Jakarta (Antara) – Anggota Komisi Pengaturan Persaingan Usaha (KPPU) Eugenia Mardanugraha mengatakan rendahnya harga yang ditawarkan penyedia layanan Internet berbasis satelit Starlink tidak termasuk dalam praktik penjualan barang di bawah harga modal “harga predator”.
“Karena yang namanya ‘harga predator’ sudah dijelaskan (itu) bukan sekedar harga murah kan?
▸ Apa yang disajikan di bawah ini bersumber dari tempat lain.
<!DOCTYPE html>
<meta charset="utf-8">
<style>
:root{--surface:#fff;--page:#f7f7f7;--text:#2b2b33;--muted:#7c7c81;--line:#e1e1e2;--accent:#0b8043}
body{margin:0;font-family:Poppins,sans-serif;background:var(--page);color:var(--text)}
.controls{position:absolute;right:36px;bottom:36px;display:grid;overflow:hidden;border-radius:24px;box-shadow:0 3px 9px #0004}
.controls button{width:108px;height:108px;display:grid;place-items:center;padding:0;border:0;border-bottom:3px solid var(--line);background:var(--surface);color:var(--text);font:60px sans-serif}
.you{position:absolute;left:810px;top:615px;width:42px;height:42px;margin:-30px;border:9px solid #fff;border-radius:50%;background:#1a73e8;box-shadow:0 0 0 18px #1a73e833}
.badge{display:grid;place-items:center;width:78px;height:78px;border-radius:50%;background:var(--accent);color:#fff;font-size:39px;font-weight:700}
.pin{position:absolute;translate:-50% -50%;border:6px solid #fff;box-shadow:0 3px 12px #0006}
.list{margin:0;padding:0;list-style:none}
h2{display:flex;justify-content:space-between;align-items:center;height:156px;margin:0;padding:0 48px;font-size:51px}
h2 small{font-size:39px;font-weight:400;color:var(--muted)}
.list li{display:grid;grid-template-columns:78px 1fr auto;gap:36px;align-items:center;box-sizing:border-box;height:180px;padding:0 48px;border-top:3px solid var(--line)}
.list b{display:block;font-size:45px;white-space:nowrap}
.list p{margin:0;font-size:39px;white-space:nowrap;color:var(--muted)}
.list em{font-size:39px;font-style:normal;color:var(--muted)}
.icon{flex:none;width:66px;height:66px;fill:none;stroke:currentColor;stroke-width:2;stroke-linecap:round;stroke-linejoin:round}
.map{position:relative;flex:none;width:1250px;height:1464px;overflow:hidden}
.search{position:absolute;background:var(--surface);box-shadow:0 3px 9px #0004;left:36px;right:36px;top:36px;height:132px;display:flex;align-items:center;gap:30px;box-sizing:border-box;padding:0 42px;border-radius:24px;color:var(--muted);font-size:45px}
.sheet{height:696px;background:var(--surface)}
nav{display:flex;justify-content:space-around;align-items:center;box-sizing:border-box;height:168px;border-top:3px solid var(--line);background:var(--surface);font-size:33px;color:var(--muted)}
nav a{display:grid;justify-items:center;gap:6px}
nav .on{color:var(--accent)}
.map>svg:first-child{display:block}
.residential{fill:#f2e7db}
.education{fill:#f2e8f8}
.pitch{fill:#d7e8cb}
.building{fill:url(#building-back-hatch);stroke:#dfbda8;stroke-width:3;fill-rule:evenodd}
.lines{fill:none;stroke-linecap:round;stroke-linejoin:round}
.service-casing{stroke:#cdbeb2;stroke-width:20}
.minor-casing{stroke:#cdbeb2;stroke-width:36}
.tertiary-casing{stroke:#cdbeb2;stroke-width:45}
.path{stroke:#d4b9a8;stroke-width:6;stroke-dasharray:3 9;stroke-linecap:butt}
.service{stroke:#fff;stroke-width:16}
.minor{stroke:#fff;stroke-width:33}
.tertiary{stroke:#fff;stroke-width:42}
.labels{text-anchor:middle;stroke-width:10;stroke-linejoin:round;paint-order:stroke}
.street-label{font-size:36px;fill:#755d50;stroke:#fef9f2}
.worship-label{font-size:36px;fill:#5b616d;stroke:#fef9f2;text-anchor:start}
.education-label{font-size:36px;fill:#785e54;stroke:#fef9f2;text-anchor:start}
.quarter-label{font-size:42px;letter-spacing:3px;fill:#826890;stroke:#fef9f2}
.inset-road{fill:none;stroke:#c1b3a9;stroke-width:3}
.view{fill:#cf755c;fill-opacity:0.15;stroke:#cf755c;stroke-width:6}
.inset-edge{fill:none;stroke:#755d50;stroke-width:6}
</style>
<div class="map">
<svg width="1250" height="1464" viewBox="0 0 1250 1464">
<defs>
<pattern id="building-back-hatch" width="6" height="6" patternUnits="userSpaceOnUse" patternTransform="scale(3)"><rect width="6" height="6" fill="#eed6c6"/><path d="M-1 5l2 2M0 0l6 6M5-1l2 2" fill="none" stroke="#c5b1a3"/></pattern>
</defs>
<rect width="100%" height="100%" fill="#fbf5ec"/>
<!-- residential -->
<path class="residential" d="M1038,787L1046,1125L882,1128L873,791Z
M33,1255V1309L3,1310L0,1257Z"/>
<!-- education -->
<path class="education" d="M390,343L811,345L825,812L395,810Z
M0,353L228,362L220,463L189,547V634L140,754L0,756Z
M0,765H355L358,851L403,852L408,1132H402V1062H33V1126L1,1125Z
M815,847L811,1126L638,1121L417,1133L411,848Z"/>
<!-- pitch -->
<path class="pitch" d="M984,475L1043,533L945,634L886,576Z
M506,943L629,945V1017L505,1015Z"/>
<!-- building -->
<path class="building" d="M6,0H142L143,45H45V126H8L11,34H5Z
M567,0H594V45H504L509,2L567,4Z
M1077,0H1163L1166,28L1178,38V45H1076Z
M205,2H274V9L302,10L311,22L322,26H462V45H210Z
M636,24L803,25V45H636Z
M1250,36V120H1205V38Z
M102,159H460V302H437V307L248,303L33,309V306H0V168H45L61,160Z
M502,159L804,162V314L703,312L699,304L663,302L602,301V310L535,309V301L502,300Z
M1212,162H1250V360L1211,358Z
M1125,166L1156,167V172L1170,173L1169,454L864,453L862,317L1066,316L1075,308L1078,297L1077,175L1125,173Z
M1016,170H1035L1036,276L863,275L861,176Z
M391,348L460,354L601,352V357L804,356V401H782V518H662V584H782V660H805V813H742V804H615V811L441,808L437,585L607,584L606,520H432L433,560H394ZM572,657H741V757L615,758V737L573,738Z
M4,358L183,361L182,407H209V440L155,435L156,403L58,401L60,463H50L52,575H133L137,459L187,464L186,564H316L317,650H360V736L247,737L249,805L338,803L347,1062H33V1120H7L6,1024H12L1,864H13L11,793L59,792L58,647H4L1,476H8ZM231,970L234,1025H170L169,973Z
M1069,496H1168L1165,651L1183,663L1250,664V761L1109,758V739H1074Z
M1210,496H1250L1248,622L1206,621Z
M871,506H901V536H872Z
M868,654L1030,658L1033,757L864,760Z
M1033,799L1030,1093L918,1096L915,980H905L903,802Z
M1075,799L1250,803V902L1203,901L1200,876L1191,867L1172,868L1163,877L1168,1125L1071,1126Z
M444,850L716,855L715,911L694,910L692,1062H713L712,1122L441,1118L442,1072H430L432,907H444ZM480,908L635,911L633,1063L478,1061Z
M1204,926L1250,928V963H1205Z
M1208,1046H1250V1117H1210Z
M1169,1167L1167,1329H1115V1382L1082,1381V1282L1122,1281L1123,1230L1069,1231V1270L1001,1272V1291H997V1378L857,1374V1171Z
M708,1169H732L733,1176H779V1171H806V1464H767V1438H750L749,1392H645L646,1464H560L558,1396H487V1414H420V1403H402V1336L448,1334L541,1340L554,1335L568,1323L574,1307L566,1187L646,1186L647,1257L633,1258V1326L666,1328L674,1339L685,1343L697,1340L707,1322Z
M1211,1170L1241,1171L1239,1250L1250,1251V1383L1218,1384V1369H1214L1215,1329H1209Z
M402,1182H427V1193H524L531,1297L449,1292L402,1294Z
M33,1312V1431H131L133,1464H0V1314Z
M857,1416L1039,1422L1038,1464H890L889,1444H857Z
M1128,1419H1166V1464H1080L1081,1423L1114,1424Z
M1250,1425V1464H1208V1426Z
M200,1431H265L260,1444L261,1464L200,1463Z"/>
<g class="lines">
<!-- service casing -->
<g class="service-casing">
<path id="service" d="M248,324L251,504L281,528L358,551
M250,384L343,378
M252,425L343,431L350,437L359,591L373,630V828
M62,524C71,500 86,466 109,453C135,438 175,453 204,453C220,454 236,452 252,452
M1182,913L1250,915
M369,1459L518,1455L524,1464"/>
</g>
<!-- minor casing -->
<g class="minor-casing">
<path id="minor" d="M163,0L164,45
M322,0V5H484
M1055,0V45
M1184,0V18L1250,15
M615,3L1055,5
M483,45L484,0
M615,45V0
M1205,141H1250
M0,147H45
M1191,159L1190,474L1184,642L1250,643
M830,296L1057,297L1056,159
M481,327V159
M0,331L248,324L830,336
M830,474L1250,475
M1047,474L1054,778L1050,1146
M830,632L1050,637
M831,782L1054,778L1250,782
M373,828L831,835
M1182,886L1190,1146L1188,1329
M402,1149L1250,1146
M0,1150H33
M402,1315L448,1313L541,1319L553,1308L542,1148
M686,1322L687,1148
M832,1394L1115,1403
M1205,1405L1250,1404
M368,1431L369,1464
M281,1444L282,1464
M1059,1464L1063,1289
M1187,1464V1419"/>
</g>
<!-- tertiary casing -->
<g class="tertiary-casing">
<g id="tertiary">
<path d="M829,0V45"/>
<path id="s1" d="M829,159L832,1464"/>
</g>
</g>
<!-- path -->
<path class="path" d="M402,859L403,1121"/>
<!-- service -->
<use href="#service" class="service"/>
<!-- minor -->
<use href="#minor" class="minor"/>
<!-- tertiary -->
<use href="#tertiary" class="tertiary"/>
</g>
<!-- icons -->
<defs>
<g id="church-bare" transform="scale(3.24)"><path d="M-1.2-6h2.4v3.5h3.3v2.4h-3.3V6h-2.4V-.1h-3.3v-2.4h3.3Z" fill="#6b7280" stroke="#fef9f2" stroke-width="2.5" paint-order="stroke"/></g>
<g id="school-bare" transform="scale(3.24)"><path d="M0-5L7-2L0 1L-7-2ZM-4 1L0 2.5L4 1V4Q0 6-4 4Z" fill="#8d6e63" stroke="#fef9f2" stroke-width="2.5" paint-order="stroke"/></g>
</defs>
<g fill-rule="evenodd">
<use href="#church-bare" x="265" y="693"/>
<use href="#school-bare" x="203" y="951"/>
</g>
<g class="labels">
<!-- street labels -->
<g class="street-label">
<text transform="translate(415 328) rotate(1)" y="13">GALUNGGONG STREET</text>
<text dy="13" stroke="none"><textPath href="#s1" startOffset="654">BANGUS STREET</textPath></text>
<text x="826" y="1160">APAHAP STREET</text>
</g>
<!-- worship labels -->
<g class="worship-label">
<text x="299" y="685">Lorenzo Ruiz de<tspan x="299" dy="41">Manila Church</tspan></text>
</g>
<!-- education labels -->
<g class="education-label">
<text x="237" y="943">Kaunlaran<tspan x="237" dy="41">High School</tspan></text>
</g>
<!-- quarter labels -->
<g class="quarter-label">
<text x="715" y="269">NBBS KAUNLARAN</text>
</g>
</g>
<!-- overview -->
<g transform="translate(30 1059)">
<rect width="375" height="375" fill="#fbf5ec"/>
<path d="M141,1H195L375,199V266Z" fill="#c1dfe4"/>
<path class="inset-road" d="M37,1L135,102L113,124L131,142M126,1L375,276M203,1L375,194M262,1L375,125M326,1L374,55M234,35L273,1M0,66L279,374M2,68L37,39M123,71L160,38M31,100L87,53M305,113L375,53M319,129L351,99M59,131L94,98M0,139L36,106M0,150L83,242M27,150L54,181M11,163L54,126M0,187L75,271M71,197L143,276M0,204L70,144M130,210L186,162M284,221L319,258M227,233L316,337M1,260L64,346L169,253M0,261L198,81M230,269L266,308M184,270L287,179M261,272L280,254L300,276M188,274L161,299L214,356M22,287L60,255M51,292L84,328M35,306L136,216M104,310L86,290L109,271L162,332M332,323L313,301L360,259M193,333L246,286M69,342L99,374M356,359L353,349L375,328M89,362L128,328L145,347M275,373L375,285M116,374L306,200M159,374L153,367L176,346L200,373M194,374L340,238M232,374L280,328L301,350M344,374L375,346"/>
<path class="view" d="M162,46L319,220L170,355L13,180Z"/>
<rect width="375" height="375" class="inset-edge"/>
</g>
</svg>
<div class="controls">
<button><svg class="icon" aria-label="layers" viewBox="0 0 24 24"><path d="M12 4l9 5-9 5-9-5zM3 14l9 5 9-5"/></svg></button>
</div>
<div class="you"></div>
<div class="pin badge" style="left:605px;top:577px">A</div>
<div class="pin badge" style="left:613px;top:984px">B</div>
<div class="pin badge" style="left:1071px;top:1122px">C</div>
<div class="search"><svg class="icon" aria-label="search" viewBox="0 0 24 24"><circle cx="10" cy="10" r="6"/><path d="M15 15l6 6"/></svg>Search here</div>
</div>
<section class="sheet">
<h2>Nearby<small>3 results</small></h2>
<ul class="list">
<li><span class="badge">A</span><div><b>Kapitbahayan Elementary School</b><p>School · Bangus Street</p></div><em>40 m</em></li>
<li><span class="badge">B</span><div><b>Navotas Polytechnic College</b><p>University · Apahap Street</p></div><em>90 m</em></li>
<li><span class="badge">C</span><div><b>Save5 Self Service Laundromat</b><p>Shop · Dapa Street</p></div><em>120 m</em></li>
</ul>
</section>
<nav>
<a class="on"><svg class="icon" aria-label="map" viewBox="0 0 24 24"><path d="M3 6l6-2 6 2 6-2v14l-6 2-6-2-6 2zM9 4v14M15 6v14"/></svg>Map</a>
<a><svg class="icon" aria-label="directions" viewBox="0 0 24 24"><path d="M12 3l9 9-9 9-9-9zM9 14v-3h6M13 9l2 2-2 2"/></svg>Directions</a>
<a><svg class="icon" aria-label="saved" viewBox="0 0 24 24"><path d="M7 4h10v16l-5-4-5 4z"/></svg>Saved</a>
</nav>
Jadi ketika saya baca di media harga murah langsung dituduh, mereka bilang “harga predator”, itu bukan benar, kata Eugenia di Jakarta, Rabu.
“Jadi tidak hanya untuk produk ini saja, tapi untuk semua produk yang ditawarkan kompetitor dengan harga lebih murah, ini belum pasti dan mungkin bukan “harga penyelamat,” ujarnya.
Anggota KPPU lainnya, Hillman Pujana menambahkan, praktik ini bukan hanya soal harga jual yang murah, tapi masih banyak kriteria lain yang harus dipenuhi untuk disebut “harga predator”.
Baca juga: KPPU mengendalikan Starlink untuk menciptakan persaingan yang sehat antar pelaku usaha
Baca juga: Kementerian Komunikasi dan Informatika akan memastikan Starlink memenuhi persyaratan sebagai PJI.
Menurut sarjana Universitas Indonesia Ine Minara Rakhi, “penetapan harga predator” adalah strategi yang bertujuan menghilangkan semua pesaing dari pasar dengan mengenakan harga di bawah biaya untuk mendapatkan posisi monopoli.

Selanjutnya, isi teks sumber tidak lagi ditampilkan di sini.